Scientists at Fred Hutchinson Cancer Research Center have discovered that editing a small portion of stem cells with CRISPR-Cas9 can provide efficient, long-term reactivation of fetal hemoglobin to treat blood disorders, reported Angus Liu of Fierce Biotech. While currently available gene therapies often deliver a functional gene to replace a defective one, the Hutchinson approach introduces a mutation using the gene-editing system CRISPR-Cas9. They have had promising results from monkey studies designed to boost the production of fetal hemoglobin to treat blood disorders and published the results in the journal Science Translational Medicine.

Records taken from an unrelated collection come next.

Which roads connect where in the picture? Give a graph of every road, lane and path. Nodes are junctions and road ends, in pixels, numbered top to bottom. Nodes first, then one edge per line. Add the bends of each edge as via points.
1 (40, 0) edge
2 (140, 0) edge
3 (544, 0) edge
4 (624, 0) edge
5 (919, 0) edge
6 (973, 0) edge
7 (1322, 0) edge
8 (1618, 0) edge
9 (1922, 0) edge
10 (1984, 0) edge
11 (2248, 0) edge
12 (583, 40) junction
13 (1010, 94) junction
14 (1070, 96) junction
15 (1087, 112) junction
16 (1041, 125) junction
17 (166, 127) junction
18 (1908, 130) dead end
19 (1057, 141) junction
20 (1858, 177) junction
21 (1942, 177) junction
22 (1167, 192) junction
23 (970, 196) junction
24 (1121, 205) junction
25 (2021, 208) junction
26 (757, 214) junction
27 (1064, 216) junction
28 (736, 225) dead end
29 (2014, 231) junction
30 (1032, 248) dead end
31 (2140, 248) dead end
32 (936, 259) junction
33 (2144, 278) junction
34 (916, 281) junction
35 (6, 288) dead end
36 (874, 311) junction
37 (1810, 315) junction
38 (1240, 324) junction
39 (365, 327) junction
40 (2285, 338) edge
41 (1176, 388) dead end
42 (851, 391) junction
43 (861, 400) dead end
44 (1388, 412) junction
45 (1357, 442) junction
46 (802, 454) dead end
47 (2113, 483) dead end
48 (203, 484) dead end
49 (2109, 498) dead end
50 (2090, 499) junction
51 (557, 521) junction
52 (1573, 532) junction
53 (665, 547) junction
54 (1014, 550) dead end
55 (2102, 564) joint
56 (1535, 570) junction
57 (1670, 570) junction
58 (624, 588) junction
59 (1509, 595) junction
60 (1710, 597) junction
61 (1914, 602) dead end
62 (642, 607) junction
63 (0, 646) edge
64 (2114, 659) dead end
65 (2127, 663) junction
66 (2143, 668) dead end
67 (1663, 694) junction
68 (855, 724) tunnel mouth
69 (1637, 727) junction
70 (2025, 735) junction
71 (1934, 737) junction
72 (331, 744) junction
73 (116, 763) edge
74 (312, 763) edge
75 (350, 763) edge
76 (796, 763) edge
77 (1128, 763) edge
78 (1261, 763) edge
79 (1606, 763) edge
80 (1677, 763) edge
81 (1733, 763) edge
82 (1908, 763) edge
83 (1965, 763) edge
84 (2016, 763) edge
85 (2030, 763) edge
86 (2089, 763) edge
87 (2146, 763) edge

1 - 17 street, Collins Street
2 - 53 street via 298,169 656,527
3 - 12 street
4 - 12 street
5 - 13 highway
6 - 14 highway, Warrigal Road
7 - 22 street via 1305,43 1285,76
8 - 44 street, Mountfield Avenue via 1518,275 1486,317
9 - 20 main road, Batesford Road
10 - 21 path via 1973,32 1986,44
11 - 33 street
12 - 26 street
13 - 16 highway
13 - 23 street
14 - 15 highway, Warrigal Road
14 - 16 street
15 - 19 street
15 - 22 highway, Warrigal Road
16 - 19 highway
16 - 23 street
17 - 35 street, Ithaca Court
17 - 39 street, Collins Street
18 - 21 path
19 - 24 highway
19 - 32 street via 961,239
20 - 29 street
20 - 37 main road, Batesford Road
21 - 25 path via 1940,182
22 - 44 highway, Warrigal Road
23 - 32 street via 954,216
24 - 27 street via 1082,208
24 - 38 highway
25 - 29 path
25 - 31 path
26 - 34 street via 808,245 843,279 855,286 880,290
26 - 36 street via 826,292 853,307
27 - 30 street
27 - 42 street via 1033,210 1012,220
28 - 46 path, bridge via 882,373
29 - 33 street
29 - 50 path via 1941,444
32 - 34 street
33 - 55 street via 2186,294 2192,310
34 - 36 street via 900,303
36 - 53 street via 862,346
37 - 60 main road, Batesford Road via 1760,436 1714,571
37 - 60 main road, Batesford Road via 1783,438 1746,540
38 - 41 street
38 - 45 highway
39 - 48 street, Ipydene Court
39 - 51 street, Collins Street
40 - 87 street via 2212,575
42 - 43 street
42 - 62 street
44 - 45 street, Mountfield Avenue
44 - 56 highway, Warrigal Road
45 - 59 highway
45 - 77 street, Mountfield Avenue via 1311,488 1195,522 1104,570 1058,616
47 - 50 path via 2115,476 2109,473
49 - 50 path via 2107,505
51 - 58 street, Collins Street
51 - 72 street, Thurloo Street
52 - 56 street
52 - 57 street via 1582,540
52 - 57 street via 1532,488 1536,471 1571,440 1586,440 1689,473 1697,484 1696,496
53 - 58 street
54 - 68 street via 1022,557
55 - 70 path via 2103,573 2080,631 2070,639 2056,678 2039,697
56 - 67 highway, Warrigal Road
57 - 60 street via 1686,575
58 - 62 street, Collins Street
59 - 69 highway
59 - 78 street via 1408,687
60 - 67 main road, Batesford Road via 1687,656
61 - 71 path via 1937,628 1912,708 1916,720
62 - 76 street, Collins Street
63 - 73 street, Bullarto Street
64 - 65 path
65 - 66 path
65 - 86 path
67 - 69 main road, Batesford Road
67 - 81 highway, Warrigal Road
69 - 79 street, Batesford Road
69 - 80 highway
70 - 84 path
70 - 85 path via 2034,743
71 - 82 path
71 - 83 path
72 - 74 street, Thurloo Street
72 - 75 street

Mutations in the beta-globin gene create misshapen red blood cells that lead to sickle cell disease and beta-thalassemia. Bluebird Bio’s Zynteglo, which is also called LentiGlobin, adds functional copies of the gene to the patient’s own blood-producing hematopoietic stem cells by means of a lentiviral vector. Instead, the Hutchinson team used CRISPR-Cas9 to reactivate another type of hemoglobin that typically works during fetal development. In studies with monkeys, the approach facilitated long-lasting expression of functional fetal hemoglobin, to offset the defect in adult hemoglobin.

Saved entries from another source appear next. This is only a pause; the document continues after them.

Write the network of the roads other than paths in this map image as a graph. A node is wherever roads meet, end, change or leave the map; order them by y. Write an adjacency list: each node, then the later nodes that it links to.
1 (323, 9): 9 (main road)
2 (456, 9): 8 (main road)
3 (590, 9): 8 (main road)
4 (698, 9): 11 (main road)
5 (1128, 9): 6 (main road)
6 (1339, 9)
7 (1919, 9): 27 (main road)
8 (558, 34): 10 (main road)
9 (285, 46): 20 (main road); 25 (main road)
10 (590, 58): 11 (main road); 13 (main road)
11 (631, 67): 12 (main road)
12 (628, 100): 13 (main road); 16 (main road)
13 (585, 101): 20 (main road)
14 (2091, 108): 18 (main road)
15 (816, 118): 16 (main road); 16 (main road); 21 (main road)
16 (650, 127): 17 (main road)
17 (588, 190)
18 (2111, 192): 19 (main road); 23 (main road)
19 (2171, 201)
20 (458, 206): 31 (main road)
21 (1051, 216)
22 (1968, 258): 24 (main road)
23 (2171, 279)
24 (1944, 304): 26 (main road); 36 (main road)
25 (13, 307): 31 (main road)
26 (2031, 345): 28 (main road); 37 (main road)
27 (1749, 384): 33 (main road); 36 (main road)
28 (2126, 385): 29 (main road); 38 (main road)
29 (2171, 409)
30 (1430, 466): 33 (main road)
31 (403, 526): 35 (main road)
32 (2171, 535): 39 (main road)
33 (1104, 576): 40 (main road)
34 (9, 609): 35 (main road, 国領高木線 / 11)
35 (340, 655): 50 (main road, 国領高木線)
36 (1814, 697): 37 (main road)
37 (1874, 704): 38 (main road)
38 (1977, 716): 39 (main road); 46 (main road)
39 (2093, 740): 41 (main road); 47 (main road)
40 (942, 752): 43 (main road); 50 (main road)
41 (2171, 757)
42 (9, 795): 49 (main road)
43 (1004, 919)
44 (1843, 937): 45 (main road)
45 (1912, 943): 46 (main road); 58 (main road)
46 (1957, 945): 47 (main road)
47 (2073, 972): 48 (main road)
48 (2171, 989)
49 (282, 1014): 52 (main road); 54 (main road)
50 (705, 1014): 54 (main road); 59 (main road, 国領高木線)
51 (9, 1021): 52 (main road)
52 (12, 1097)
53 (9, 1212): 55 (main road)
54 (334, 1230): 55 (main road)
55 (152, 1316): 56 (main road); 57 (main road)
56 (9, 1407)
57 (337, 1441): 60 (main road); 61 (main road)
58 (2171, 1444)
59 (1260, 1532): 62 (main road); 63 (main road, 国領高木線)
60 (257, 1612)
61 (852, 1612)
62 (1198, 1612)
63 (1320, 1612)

When people have a benign condition called hereditary persistence of fetal hemoglobin (HPHF), they keep expressing gamma-globin. That normally reacts with alpha-globin to form hemoglobin in the womb. Studies have demonstrated that reactivating this fetal hemoglobin has the potential to reverse symptoms in sickle cell disease and beta-thalassemia. Hans-Peter Kiem, senior author of the study, and his colleagues used CRISPR-Cas9 to take away a piece of genetic code to replicate conditions for HPHF, enabling red blood cells to continuously produce elevated levels of fetal hemoglobin.

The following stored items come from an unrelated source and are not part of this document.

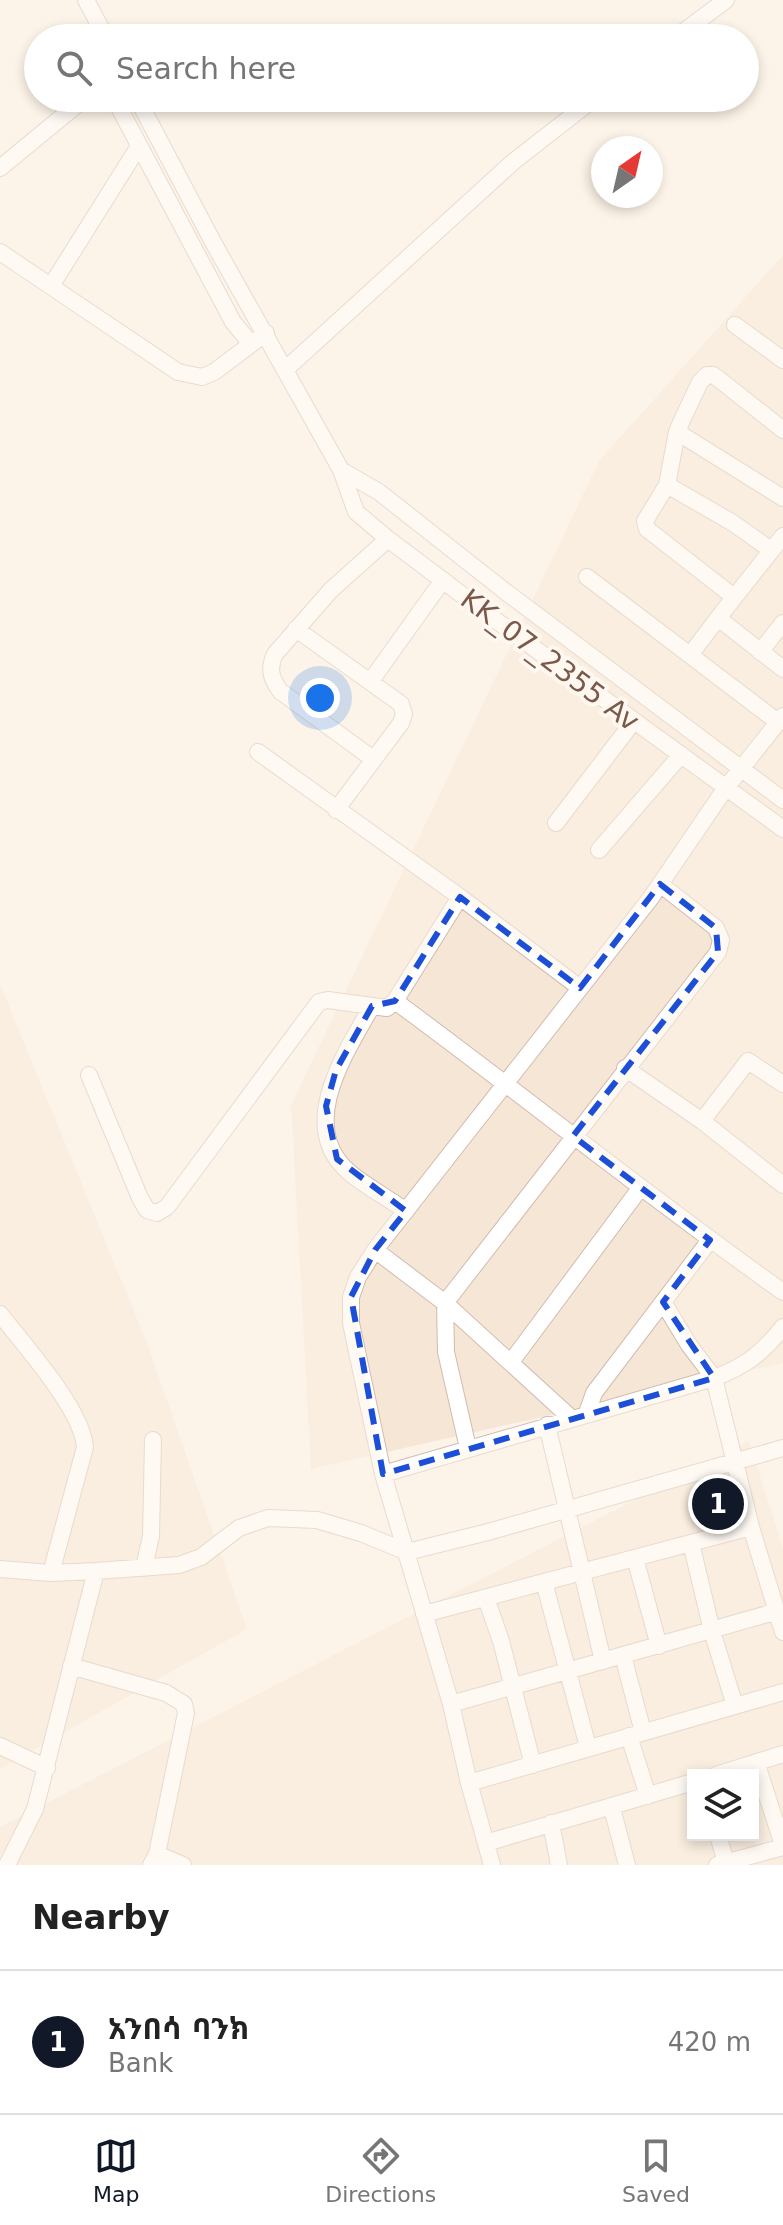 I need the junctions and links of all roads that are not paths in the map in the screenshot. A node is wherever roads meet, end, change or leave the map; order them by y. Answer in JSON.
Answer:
{"nodes":[{"id":1,"x":86,"y":0,"type":"edge"},
{"id":2,"x":726,"y":0,"type":"edge"},
{"id":3,"x":99,"y":24,"type":"edge"},
{"id":4,"x":694,"y":24,"type":"edge"},
{"id":5,"x":68,"y":112,"type":"edge"},
{"id":6,"x":121,"y":112,"type":"edge"},
{"id":7,"x":144,"y":112,"type":"edge"},
{"id":8,"x":577,"y":112,"type":"edge"},
{"id":9,"x":139,"y":146,"type":"junction"},
{"id":10,"x":0,"y":168,"type":"edge"},
{"id":11,"x":0,"y":252,"type":"edge"},
{"id":12,"x":51,"y":286,"type":"junction"},
{"id":13,"x":735,"y":325,"type":"dead end"},
{"id":14,"x":266,"y":333,"type":"junction"},
{"id":15,"x":251,"y":344,"type":"junction"},
{"id":16,"x":783,"y":360,"type":"edge"},
{"id":17,"x":286,"y":369,"type":"junction"},
{"id":18,"x":783,"y":430,"type":"edge"},
{"id":19,"x":677,"y":432,"type":"junction"},
{"id":20,"x":341,"y":470,"type":"junction"},
{"id":21,"x":667,"y":485,"type":"junction"},
{"id":22,"x":783,"y":498,"type":"edge"},
{"id":23,"x":783,"y":536,"type":"edge"},
{"id":24,"x":388,"y":539,"type":"junction"},
{"id":25,"x":771,"y":550,"type":"junction"},
{"id":26,"x":587,"y":577,"type":"dead end"},
{"id":27,"x":443,"y":580,"type":"junction"},
{"id":28,"x":734,"y":597,"type":"junction"},
{"id":29,"x":718,"y":618,"type":"junction"},
{"id":30,"x":783,"y":623,"type":"edge"},
{"id":31,"x":296,"y":629,"type":"junction"},
{"id":32,"x":760,"y":652,"type":"junction"},
{"id":33,"x":690,"y":655,"type":"junction"},
{"id":34,"x":783,"y":669,"type":"edge"},
{"id":35,"x":370,"y":682,"type":"junction"},
{"id":36,"x":780,"y":719,"type":"edge"},
{"id":37,"x":633,"y":722,"type":"junction"},
{"id":38,"x":258,"y":752,"type":"dead end"},
{"id":39,"x":680,"y":756,"type":"junction"},
{"id":40,"x":373,"y":759,"type":"junction"},
{"id":41,"x":740,"y":770,"type":"junction"},
{"id":42,"x":725,"y":789,"type":"junction"},
{"id":43,"x":783,"y":800,"type":"edge"},
{"id":44,"x":336,"y":810,"type":"junction"},
{"id":45,"x":556,"y":823,"type":"dead end"},
{"id":46,"x":782,"y":827,"type":"edge"},
{"id":47,"x":599,"y":850,"type":"dead end"},
{"id":48,"x":660,"y":884,"type":"junction"},
{"id":49,"x":460,"y":897,"type":"junction"},
{"id":50,"x":580,"y":988,"type":"junction"},
{"id":51,"x":395,"y":1001,"type":"junction"},
{"id":52,"x":372,"y":1006,"type":"junction"},
{"id":53,"x":625,"y":1068,"type":"junction"},
{"id":54,"x":89,"y":1075,"type":"dead end"},
{"id":55,"x":506,"y":1082,"type":"junction"},
{"id":56,"x":783,"y":1084,"type":"edge"},
{"id":57,"x":702,"y":1121,"type":"junction"},
{"id":58,"x":573,"y":1136,"type":"junction"},
{"id":59,"x":783,"y":1185,"type":"edge"},
{"id":60,"x":641,"y":1187,"type":"junction"},
{"id":61,"x":406,"y":1211,"type":"junction"},
{"id":62,"x":710,"y":1240,"type":"junction"},
{"id":63,"x":375,"y":1250,"type":"junction"},
{"id":64,"x":783,"y":1292,"type":"edge"},
{"id":65,"x":663,"y":1302,"type":"junction"},
{"id":66,"x":445,"y":1303,"type":"junction"},
{"id":67,"x":0,"y":1314,"type":"edge"},
{"id":68,"x":783,"y":1327,"type":"edge"},
{"id":69,"x":511,"y":1362,"type":"junction"},
{"id":70,"x":714,"y":1378,"type":"junction"},
{"id":71,"x":579,"y":1416,"type":"junction"},
{"id":72,"x":547,"y":1425,"type":"junction"},
{"id":73,"x":153,"y":1440,"type":"dead end"},
{"id":74,"x":468,"y":1448,"type":"junction"},
{"id":75,"x":783,"y":1448,"type":"edge"},
{"id":76,"x":737,"y":1462,"type":"junction"},
{"id":77,"x":383,"y":1474,"type":"junction"},
{"id":78,"x":566,"y":1509,"type":"junction"},
{"id":79,"x":751,"y":1527,"type":"junction"},
{"id":80,"x":691,"y":1543,"type":"junction"},
{"id":81,"x":407,"y":1552,"type":"junction"},
{"id":82,"x":635,"y":1558,"type":"junction"},
{"id":83,"x":144,"y":1568,"type":"junction"},
{"id":84,"x":0,"y":1569,"type":"edge"},
{"id":85,"x":96,"y":1571,"type":"junction"},
{"id":86,"x":582,"y":1572,"type":"junction"},
{"id":87,"x":51,"y":1573,"type":"junction"},
{"id":88,"x":544,"y":1582,"type":"junction"},
{"id":89,"x":486,"y":1598,"type":"junction"},
{"id":90,"x":778,"y":1611,"type":"junction"},
{"id":91,"x":424,"y":1614,"type":"junction"},
{"id":92,"x":712,"y":1631,"type":"junction"},
{"id":93,"x":783,"y":1632,"type":"edge"},
{"id":94,"x":659,"y":1646,"type":"junction"},
{"id":95,"x":623,"y":1656,"type":"junction"},
{"id":96,"x":603,"y":1661,"type":"junction"},
{"id":97,"x":71,"y":1666,"type":"junction"},
{"id":98,"x":568,"y":1671,"type":"junction"},
{"id":99,"x":512,"y":1688,"type":"junction"},
{"id":100,"x":783,"y":1692,"type":"edge"},
{"id":101,"x":451,"y":1704,"type":"junction"},
{"id":102,"x":735,"y":1706,"type":"junction"},
{"id":103,"x":636,"y":1734,"type":"junction"},
{"id":104,"x":0,"y":1746,"type":"edge"},
{"id":105,"x":588,"y":1747,"type":"junction"},
{"id":106,"x":783,"y":1754,"type":"edge"},
{"id":107,"x":756,"y":1762,"type":"junction"},
{"id":108,"x":533,"y":1765,"type":"junction"},
{"id":109,"x":47,"y":1768,"type":"junction"},
{"id":110,"x":734,"y":1769,"type":"edge"},
{"id":111,"x":469,"y":1783,"type":"junction"},
{"id":112,"x":687,"y":1784,"type":"edge"},
{"id":113,"x":648,"y":1796,"type":"junction"},
{"id":114,"x":612,"y":1808,"type":"junction"},
{"id":115,"x":551,"y":1823,"type":"junction"},
{"id":116,"x":719,"y":1841,"type":"edge"},
{"id":117,"x":486,"y":1843,"type":"junction"},
{"id":118,"x":783,"y":1846,"type":"edge"},
{"id":119,"x":154,"y":1859,"type":"edge"},
{"id":120,"x":722,"y":1864,"type":"edge"},
{"id":121,"x":7,"y":1865,"type":"edge"},
{"id":122,"x":183,"y":1865,"type":"edge"},
{"id":123,"x":492,"y":1865,"type":"edge"},
{"id":124,"x":559,"y":1865,"type":"edge"},
{"id":125,"x":627,"y":1865,"type":"edge"}],
"edges":[{"from":1,"to":3,"type":"street"},
{"from":2,"to":4,"type":"street"},
{"from":5,"to":10,"type":"street"},
{"from":6,"to":9,"type":"street"},
{"from":7,"to":14,"type":"street","name":"KK_07_2355 Av"},
{"from":8,"to":17,"type":"street"},
{"from":9,"to":12,"type":"street"},
{"from":9,"to":15,"type":"street"},
{"from":11,"to":12,"type":"street"},
{"from":12,"to":15,"type":"street"},
{"from":13,"to":16,"type":"street"},
{"from":14,"to":15,"type":"street"},
{"from":14,"to":17,"type":"street","name":"KK_07_2355 Av"},
{"from":17,"to":20,"type":"street","name":"KK_07_2355 Av"},
{"from":18,"to":19,"type":"street"},
{"from":19,"to":21,"type":"street"},
{"from":19,"to":22,"type":"street"},
{"from":20,"to":24,"type":"street","name":"KK_07_2355 Av"},
{"from":20,"to":41,"type":"street","name":"KK_07_2355 Av"},
{"from":21,"to":25,"type":"street"},
{"from":21,"to":28,"type":"street"},
{"from":23,"to":25,"type":"street"},
{"from":24,"to":27,"type":"street","name":"KK_07_2355 Av"},
{"from":24,"to":31,"type":"street"},
{"from":25,"to":28,"type":"street"},
{"from":26,"to":33,"type":"street"},
{"from":27,"to":35,"type":"street"},
{"from":27,"to":37,"type":"street","name":"KK_07_2355 Av"},
{"from":28,"to":29,"type":"street"},
{"from":29,"to":32,"type":"street"},
{"from":29,"to":33,"type":"street"},
{"from":30,"to":32,"type":"street"},
{"from":31,"to":35,"type":"street"},
{"from":31,"to":40,"type":"street"},
{"from":32,"to":34,"type":"street"},
{"from":33,"to":36,"type":"street"},
{"from":35,"to":40,"type":"street"},
{"from":36,"to":41,"type":"street"},
{"from":37,"to":39,"type":"street","name":"KK_07_2355 Av"},
{"from":37,"to":45,"type":"street"},
{"from":38,"to":44,"type":"street"},
{"from":39,"to":42,"type":"street","name":"KK_07_2355 Av"},
{"from":39,"to":47,"type":"street"},
{"from":40,"to":44,"type":"street"},
{"from":41,"to":42,"type":"street"},
{"from":41,"to":43,"type":"street","name":"KK_07_2355 Av"},
{"from":42,"to":46,"type":"street","name":"KK_07_2355 Av"},
{"from":42,"to":48,"type":"street"},
{"from":44,"to":49,"type":"street"},
{"from":48,"to":50,"type":"street"},
{"from":48,"to":53,"type":"street"},
{"from":49,"to":50,"type":"street"},
{"from":49,"to":51,"type":"street"},
{"from":50,"to":55,"type":"street"},
{"from":51,"to":52,"type":"street"},
{"from":51,"to":55,"type":"street"},
{"from":52,"to":54,"type":"street"},
{"from":52,"to":61,"type":"street"},
{"from":53,"to":57,"type":"street"},
{"from":53,"to":58,"type":"street"},
{"from":55,"to":58,"type":"street"},
{"from":55,"to":61,"type":"street"},
{"from":56,"to":57,"type":"street"},
{"from":57,"to":59,"type":"street"},
{"from":58,"to":60,"type":"street"},
{"from":58,"to":66,"type":"street"},
{"from":60,"to":62,"type":"street"},
{"from":60,"to":69,"type":"street"},
{"from":61,"to":63,"type":"street"},
{"from":62,"to":64,"type":"street"},
{"from":62,"to":65,"type":"street"},
{"from":63,"to":66,"type":"street"},
{"from":63,"to":77,"type":"street"},
{"from":65,"to":70,"type":"street"},
{"from":65,"to":71,"type":"street"},
{"from":66,"to":69,"type":"street"},
{"from":66,"to":74,"type":"street"},
{"from":67,"to":87,"type":"street"},
{"from":68,"to":70,"type":"street"},
{"from":69,"to":71,"type":"street"},
{"from":70,"to":71,"type":"street"},
{"from":70,"to":76,"type":"street"},
{"from":71,"to":72,"type":"street"},
{"from":72,"to":74,"type":"street"},
{"from":72,"to":78,"type":"street"},
{"from":73,"to":83,"type":"street"},
{"from":74,"to":77,"type":"street"},
{"from":75,"to":76,"type":"street"},
{"from":76,"to":78,"type":"street"},
{"from":76,"to":79,"type":"street"},
{"from":77,"to":81,"type":"street"},
{"from":78,"to":81,"type":"street"},
{"from":78,"to":86,"type":"street"},
{"from":79,"to":80,"type":"street"},
{"from":79,"to":90,"type":"street"},
{"from":80,"to":82,"type":"street"},
{"from":80,"to":92,"type":"street"},
{"from":81,"to":83,"type":"street"},
{"from":81,"to":91,"type":"street"},
{"from":82,"to":86,"type":"street"},
{"from":82,"to":94,"type":"street"},
{"from":83,"to":85,"type":"street"},
{"from":84,"to":87,"type":"street"},
{"from":85,"to":87,"type":"street"},
{"from":85,"to":97,"type":"street"},
{"from":86,"to":88,"type":"street"},
{"from":86,"to":96,"type":"street"},
{"from":88,"to":89,"type":"street"},
{"from":88,"to":98,"type":"street"},
{"from":89,"to":91,"type":"street"},
{"from":89,"to":99,"type":"street"},
{"from":90,"to":92,"type":"street"},
{"from":90,"to":93,"type":"street"},
{"from":91,"to":101,"type":"street"},
{"from":92,"to":94,"type":"street"},
{"from":92,"to":102,"type":"street"},
{"from":94,"to":95,"type":"street"},
{"from":95,"to":96,"type":"street"},
{"from":95,"to":103,"type":"street"},
{"from":96,"to":98,"type":"street"},
{"from":97,"to":109,"type":"street"},
{"from":97,"to":119,"type":"street"},
{"from":98,"to":99,"type":"street"},
{"from":98,"to":105,"type":"street"},
{"from":99,"to":101,"type":"street"},
{"from":99,"to":108,"type":"street"},
{"from":100,"to":102,"type":"street"},
{"from":101,"to":111,"type":"street"},
{"from":102,"to":103,"type":"street"},
{"from":103,"to":105,"type":"street"},
{"from":103,"to":113,"type":"street"},
{"from":104,"to":109,"type":"street"},
{"from":105,"to":108,"type":"street"},
{"from":106,"to":107,"type":"street"},
{"from":107,"to":110,"type":"street"},
{"from":107,"to":118,"type":"street"},
{"from":108,"to":111,"type":"street"},
{"from":109,"to":121,"type":"street"},
{"from":111,"to":117,"type":"street"},
{"from":112,"to":113,"type":"street"},
{"from":113,"to":114,"type":"street"},
{"from":114,"to":115,"type":"street"},
{"from":114,"to":125,"type":"street"},
{"from":115,"to":117,"type":"street"},
{"from":115,"to":124,"type":"street"},
{"from":116,"to":120,"type":"street"},
{"from":117,"to":123,"type":"street"},
{"from":118,"to":120,"type":"street"},
{"from":119,"to":122,"type":"street"}]}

Kiem’s team’s approach uses hematopoietic stem cells that “engraft,” or settle, in the patient’s bone marrow to create red blood cells with functional hemoglobin. Unlike traditional blood stem cells that have the protein marker CD34, Kiem’s stem cells contain the CD90 antigen. The researchers claim that the CD90 cells can regrow the entire blood and immune system.
The edits were absorbed by 78 percent of target stem cells in the lab dish before they were infused. They were engrafted after transplantation, with edits still showing in 30 percent of blood cells after one year. That resulted in 18 percent of red blood cells expressing fetal hemoglobin, “close to a level sufficient to reverse symptoms of sickle cell disease,” according to Kiem. He believes that they could provide a lifetime cure for the diseases. They could also address the issue of high costs because the method reduces the number of cells required for transplantation by 10-fold. Targeting them requires less editing reagents as well.
“Not only were we able to edit the cells efficiently, we also showed that they engraft efficiently at high levels, and this gives us great hope that we can translate this into an effective therapy for people,” Kiem said.
There could be many other uses in the future. The team found no harmful off-target mutations in edited cells and are running follow-up studies to confirm the safety profile. They hope their technology could help many other patients with blood diseases.
Kiem concluded, “By demonstrating how this select group of cells can be efficiently edited for one type of disease, we hope to use the same approach for conditions such as HIV and some cancers.”